Ей было так тяжело расстаться с ним и вернуться к этой трудной и отвратительной задаче! Но она была вынуждена сделать это из-за любви, из-за их общего греха…
«Но смогла бы я отказаться от этого? – спросила она себя. – Смогла бы стереть из памяти каждое объятие, забыть о каждом поцелуе? Нет. Я даже не начинала жить до встречи с ним, и уничтожить все это – значит умереть».
Босуэлл… Она представила, как он обнимает ее сейчас и наклоняет голову, чтобы поцеловать ее грудь, а она прижимается щекой к его мягким густым волосам… Ее тело жаждало обнять его, принять его в себя.
Мария с трудом уняла дрожь. Пламя свечи колебалось от холодного сквозняка, гулявшего по комнате.
Она должна написать о том, что случилось сегодня.
«В четырех милях от Глазго появился джентльмен от графа Леннокса и передал приветствия и извинения от него…»
Мария написала о своем прибытии в Глазго, о лэрдах, приветствовавших ее, и о тех, кто предпочел остаться в стороне. Она написала о реакции Дарнли на слухи о его заговоре и о встречных обвинениях в заговоре против него с целью заключения и последующего убийства. Она передала содержание разговора, касавшегося его желания примириться с ней и получить окончательное прощение. Свеча догорела, и капля воска упала на бумагу. Мария зажгла новую свечу.
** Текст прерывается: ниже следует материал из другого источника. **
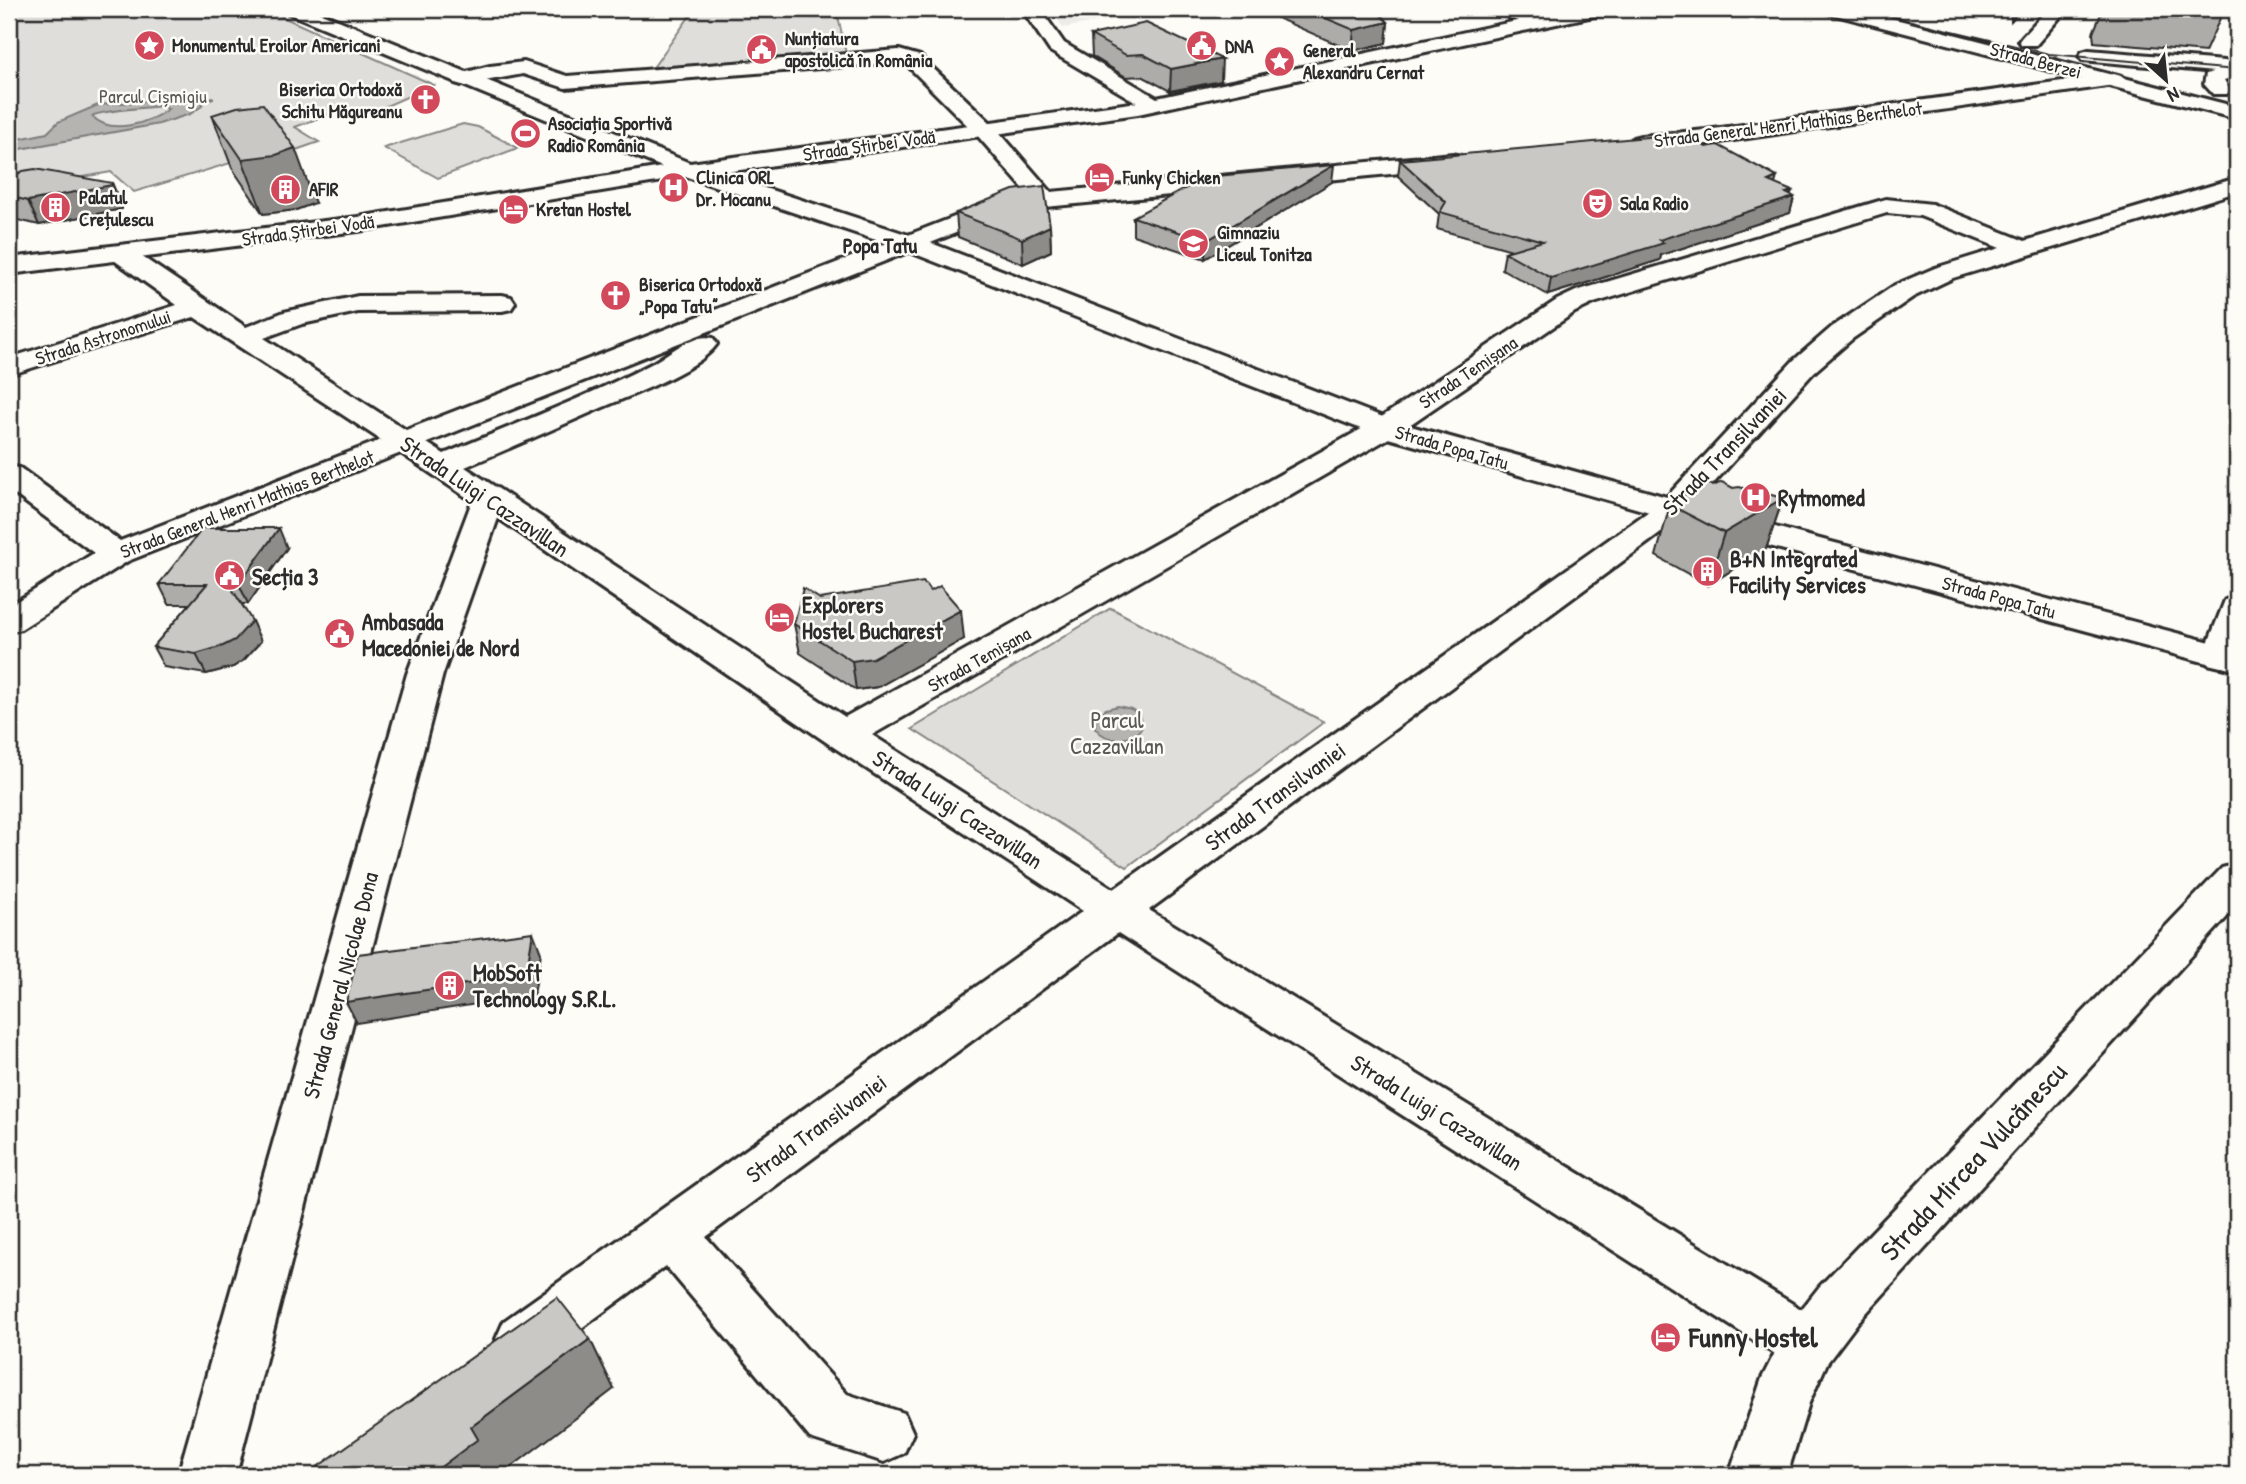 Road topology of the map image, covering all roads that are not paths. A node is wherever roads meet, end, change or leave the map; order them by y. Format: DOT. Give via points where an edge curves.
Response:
graph roads {
  1 [pos="295,9"];
  2 [pos="1031,9"];
  3 [pos="1506,9"];
  4 [pos="1598,9"];
  5 [pos="1835,9"];
  6 [pos="1899,9"];
  7 [pos="2058,9"];
  8 [pos="1535,22"];
  9 [pos="2029,41"];
  10 [pos="2089,56"];
  11 [pos="2237,69"];
  12 [pos="462,79"];
  13 [pos="2114,80"];
  14 [pos="565,82"];
  15 [pos="2229,92"];
  16 [pos="1155,105"];
  17 [pos="531,107"];
  18 [pos="2237,113"];
  19 [pos="985,130"];
  20 [pos="1623,145"];
  21 [pos="1472,159"];
  22 [pos="688,170"];
  23 [pos="2237,185"];
  24 [pos="1045,200"];
  25 [pos="909,243"];
  26 [pos="2021,248"];
  27 [pos="120,253"];
  28 [pos="9,266"];
  29 [pos="502,303"];
  30 [pos="197,307"];
  31 [pos="729,315"];
  32 [pos="243,337"];
  33 [pos="9,367"];
  34 [pos="1385,428"];
  35 [pos="405,442"];
  36 [pos="442,466"];
  37 [pos="9,474"];
  38 [pos="489,499"];
  39 [pos="1674,509"];
  40 [pos="116,554"];
  41 [pos="2237,607"];
  42 [pos="9,621"];
  43 [pos="2229,658"];
  44 [pos="843,735"];
  45 [pos="2237,879"];
  46 [pos="1116,911"];
  47 [pos="670,1233"];
  48 [pos="1808,1344"];
  49 [pos="492,1362"];
  50 [pos="884,1433"];
  51 [pos="207,1475"];
  52 [pos="1758,1475"];
  1 -- 12 [label="street, Strada Popa Tatu"];
  2 -- 16 [label="street" via="1057,47"];
  3 -- 8 [label="street"];
  4 -- 8 [label="street, Strada Știrbei Vodă"];
  5 -- 13 [label="street, Strada Berzei"];
  6 -- 9 [label="street, Strada Berzei"];
  7 -- 9 [label="street"];
  8 -- 16 [label="street, Strada Știrbei Vodă"];
  9 -- 10 [label="street, Strada Berzei"];
  10 -- 11 [label="street"];
  10 -- 15 [label="street, Strada Berzei"];
  11 -- 15 [label="street" via="2213,78 2214,84"];
  12 -- 14 [label="street" via="524,68"];
  12 -- 17 [label="street, Strada Popa Tatu"];
  13 -- 18 [label="street, Strada Berzei"];
  13 -- 20 [label="street, Strada General Henri Mathias Berthelot"];
  14 -- 17 [label="street" via="552,96"];
  14 -- 19 [label="street" via="899,56 913,60"];
  16 -- 19 [label="street, Strada Știrbei Vodă"];
  17 -- 22 [label="street, Strada Popa Tatu"];
  19 -- 22 [label="street, Strada Știrbei Vodă"];
  19 -- 24 [label="street"];
  21 -- 24 [label="street, Strada General Henri Mathias Berthelot"];
  22 -- 25 [label="street, Strada Popa Tatu"];
  22 -- 27 [label="street, Strada Știrbei Vodă" via="358,224"];
  23 -- 26 [label="street, Strada Transilvaniei"];
  24 -- 25 [label="street, Strada General Henri Mathias Berthelot" via="1001,207"];
  25 -- 31 [label="street, Strada General Henri Mathias Berthelot"];
  25 -- 34 [label="street, Strada Popa Tatu"];
  26 -- 34 [label="street, Strada Temișana" via="1924,209 1878,208 1585,297"];
  26 -- 39 [label="street, Strada Transilvaniei" via="1904,291 1842,332 1804,366"];
  27 -- 28 [label="street, Strada Știrbei Vodă"];
  27 -- 30 [label="street, Strada Luigi Cazzavillan"];
  29 -- 32 [label="street" via="358,304 294,318"];
  30 -- 32 [label="street, Strada Luigi Cazzavillan"];
  30 -- 33 [label="street, Strada Astronomului"];
  31 -- 35 [label="street, Strada General Henri Mathias Berthelot"];
  31 -- 36 [label="street, Strada General Henri Mathias Berthelot" via="720,330 684,358"];
  32 -- 35 [label="street, Strada Luigi Cazzavillan"];
  34 -- 39 [label="street, Strada Popa Tatu"];
  34 -- 44 [label="street, Strada Temișana"];
  35 -- 36 [label="street, Strada Luigi Cazzavillan"];
  35 -- 40 [label="street, Strada General Henri Mathias Berthelot"];
  36 -- 38 [label="street, Strada Luigi Cazzavillan"];
  37 -- 40 [label="street"];
  38 -- 44 [label="street, Strada Luigi Cazzavillan"];
  38 -- 51 [label="street, Strada General Nicolae Dona" via="425,674"];
  39 -- 43 [label="street, Strada Popa Tatu"];
  39 -- 46 [label="street, Strada Transilvaniei"];
  40 -- 42 [label="street, Strada General Henri Mathias Berthelot"];
  41 -- 43 [label="street"];
  44 -- 46 [label="street, Strada Luigi Cazzavillan"];
  45 -- 48 [label="street, Strada Mircea Vulcănescu" via="1839,1304"];
  46 -- 47 [label="street, Strada Transilvaniei"];
  46 -- 48 [label="street, Strada Luigi Cazzavillan"];
  47 -- 49 [label="street, Strada Transilvaniei"];
  47 -- 50 [label="street" via="830,1418"];
  48 -- 52 [label="street, Strada Mircea Vulcănescu" via="1782,1398"];
} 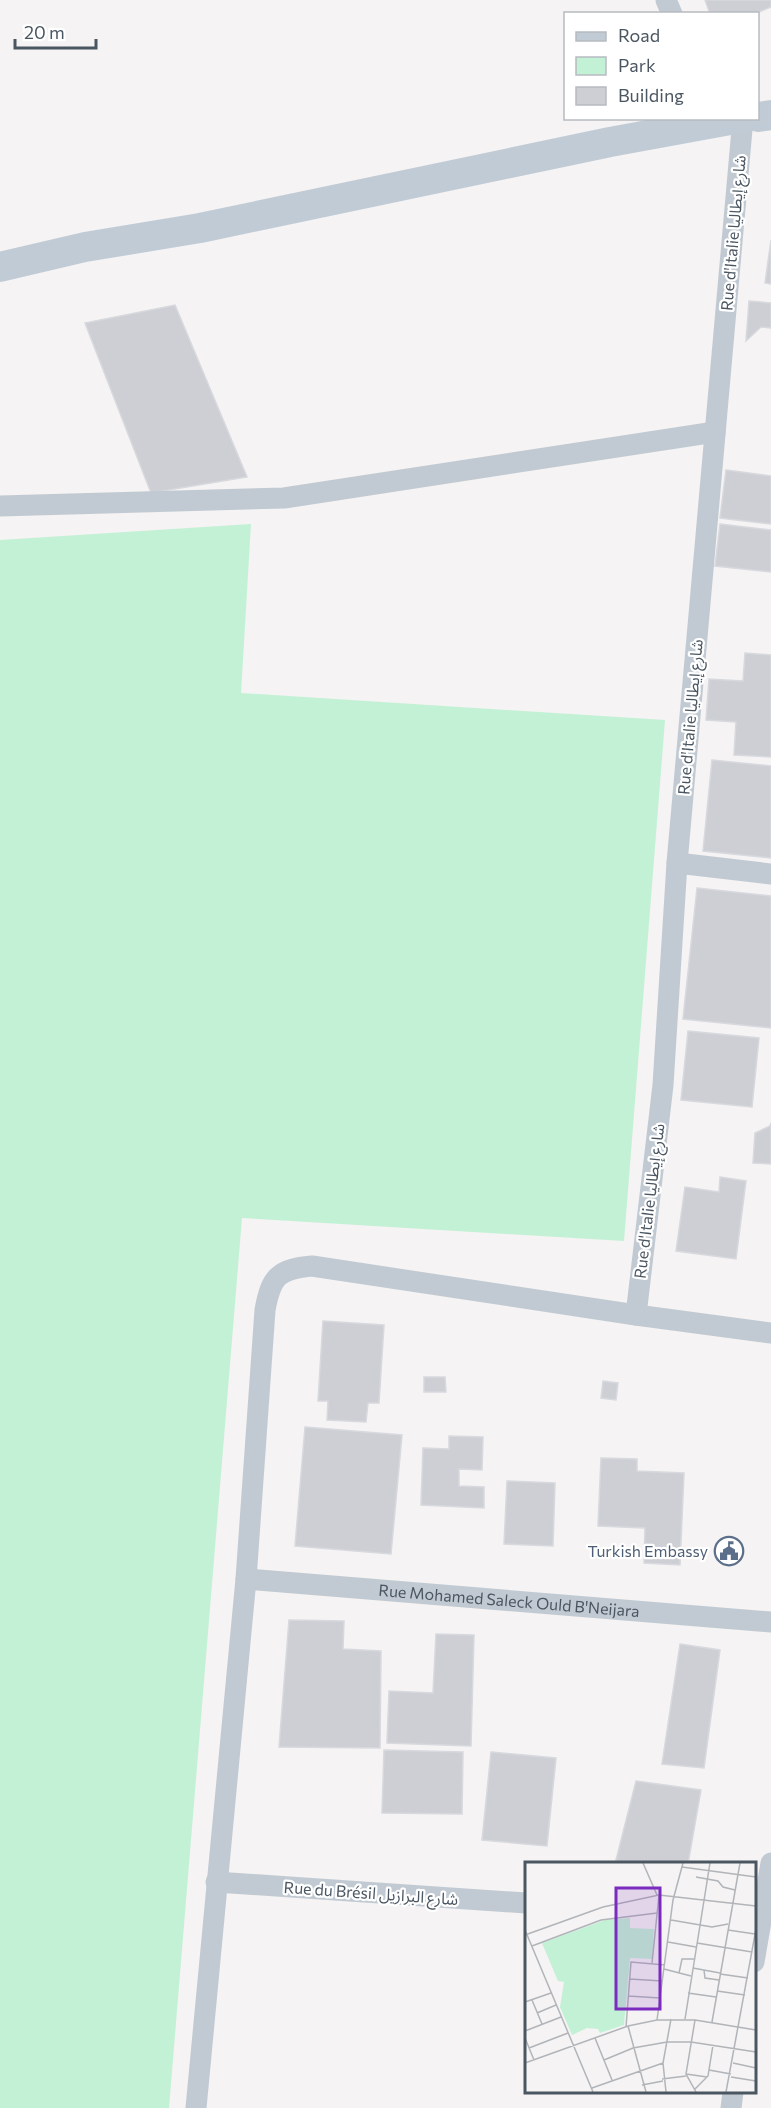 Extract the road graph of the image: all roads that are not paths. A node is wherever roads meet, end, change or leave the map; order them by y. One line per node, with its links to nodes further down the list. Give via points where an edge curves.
1 (723, 120): 3 (main road)
2 (728, 120): 4 (street, Rue d'Italie شارع إيطاليا)
3 (0, 267)
4 (715, 432): 5 (street, via 284,498); 6 (street, Rue d'Italie شارع إيطاليا)
5 (0, 506)
6 (677, 863): 7 (street); 8 (street, Rue d'Italie شارع إيطاليا, via 663,1085)
7 (771, 874)
8 (636, 1315): 9 (street); 10 (street, via 312,1266 292,1267 279,1275 269,1290 265,1310)
9 (771, 1333)
10 (246, 1580): 11 (street, Rue Mohamed Saleck Ould B'Neijara); 13 (street)
11 (771, 1622)
12 (771, 1863): 15 (street)
13 (216, 1882): 14 (street, Rue du Brésil شارع البرازيل); 18 (street)
14 (525, 1903)
15 (758, 1918): 16 (street)
16 (756, 1940)
17 (733, 2093): 19 (street)
18 (196, 2108)
19 (731, 2108) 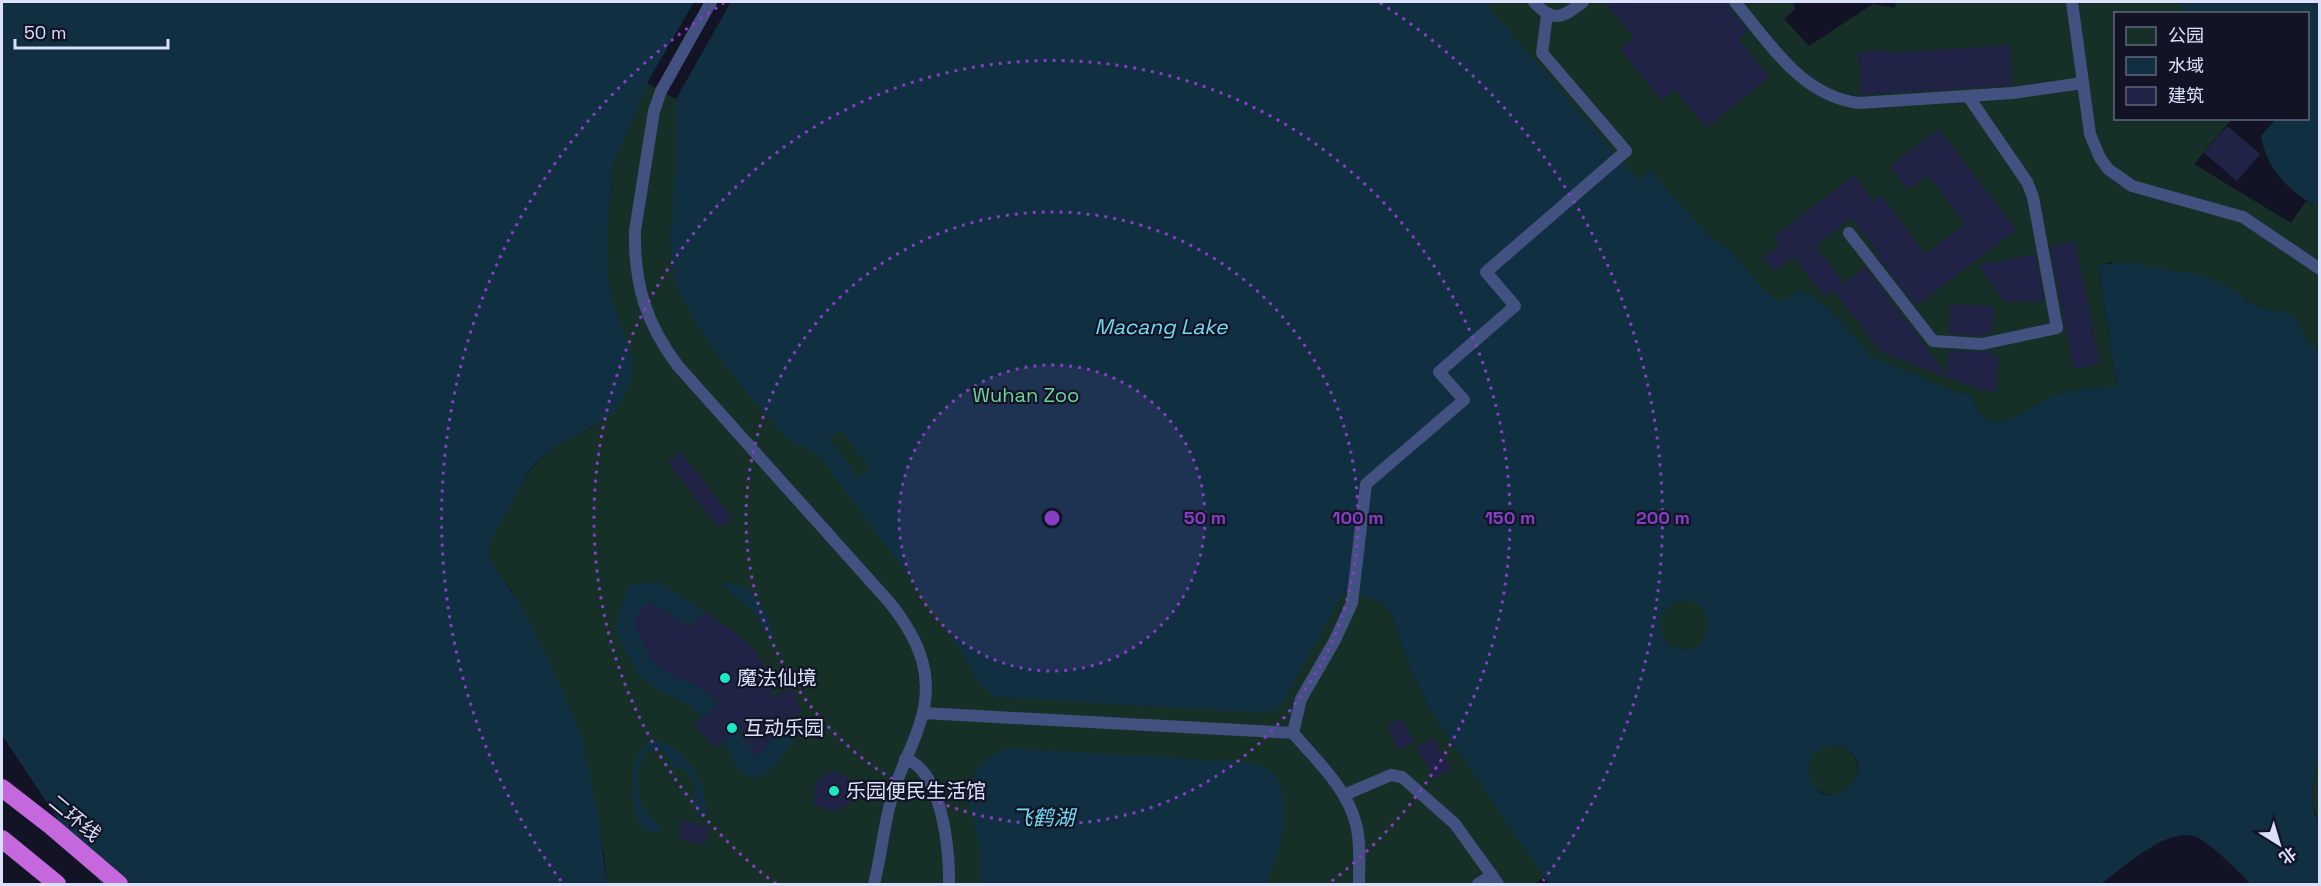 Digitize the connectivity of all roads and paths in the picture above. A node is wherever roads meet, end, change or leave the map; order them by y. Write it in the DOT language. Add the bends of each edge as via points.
graph roads {
  1 [pos="711,2"];
  2 [pos="1534,2"];
  3 [pos="1583,2"];
  4 [pos="1735,2"];
  5 [pos="2072,2"];
  6 [pos="1547,15"];
  7 [pos="2084,83"];
  8 [pos="1968,96"];
  9 [pos="1849,233"];
  10 [pos="2319,269"];
  11 [pos="923,713"];
  12 [pos="1293,733"];
  13 [pos="905,759"];
  14 [pos="2,788"];
  15 [pos="1344,795"];
  16 [pos="2,839"];
  17 [pos="1495,880"];
  18 [pos="57,885"];
  19 [pos="119,885"];
  20 [pos="874,885"];
  21 [pos="949,885"];
  22 [pos="1359,885"];
  23 [pos="1478,885"];
  1 -- 11 [label="lane" via="661,91 654,111 635,231 645,310 678,366 873,583 911,631 925,669"];
  2 -- 6 [label="lane"];
  3 -- 6 [label="lane" via="1561,16"];
  4 -- 8 [label="lane" via="1799,76 1837,98 1859,103"];
  5 -- 7 [label="lane"];
  6 -- 12 [label="lane" via="1542,53 1626,151 1485,272 1515,306 1439,372 1464,400 1366,484 1355,593 1345,620 1301,699"];
  7 -- 8 [label="lane"];
  7 -- 10 [label="lane" via="2090,134 2108,169 2140,189 2243,217"];
  8 -- 9 [label="lane" via="2033,197 2057,328 1982,344 1933,341"];
  11 -- 12 [label="lane"];
  11 -- 13 [label="lane"];
  12 -- 15 [label="lane"];
  13 -- 20 [label="lane" via="893,792"];
  13 -- 21 [label="lane" via="919,766 940,809 950,855"];
  14 -- 19 [label="highway, 二环线"];
  15 -- 17 [label="lane" via="1386,777 1402,777 1455,824"];
  15 -- 22 [label="lane" via="1356,825"];
  16 -- 18 [label="highway"];
  17 -- 23 [label="lane"];
}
«Король задал мне много вопросов о том, сделала ли я француза Париса и Гилберта Карла моими секретарями. Я гадаю, кто мог рассказать ему об этом и даже о предстоящей свадьбе Бастиана, моего французского церемониймейстера.
Он рассердился, когда я заговорила с ним о Уолкере, назвал его лжецом и обещал оторвать ему уши. До этого я спросила его, по какой причине он жаловался на некоторых лордов и угрожал им. Он отрицал это и заявил, что скорее расстанется с жизнью, чем доставит мне малейшее неудовольствие. Что касается другого человека, то он по крайней мере дороже ценит свою жизнь».
Возможно, Босуэлл поймет ее. Хорошо, что она написала об этом.
«Он рассказал мне о епископе и Сазерленде и упомянул то дело, о котором вы меня предупреждали. Для того чтобы заручиться его доверием, мне пришлось изобразить расположение к нему. Поэтому когда он стал добиваться обещания, что после его выздоровления мы будем спать в одной постели, я согласилась при условии, что его намерения останутся неизменными. Но нам придется держать это в тайне, так как лорды опасаются, что если мы снова сблизимся, то он может отомстить им.
«Я рад, что ты рассказала мне о лордах, – сказал он. – Надеюсь, теперь ты хочешь, чтобы мы жили счастливо. Если это не так, то нас ожидают большие неприятности, гораздо серьезнее, чем ты можешь себе представить».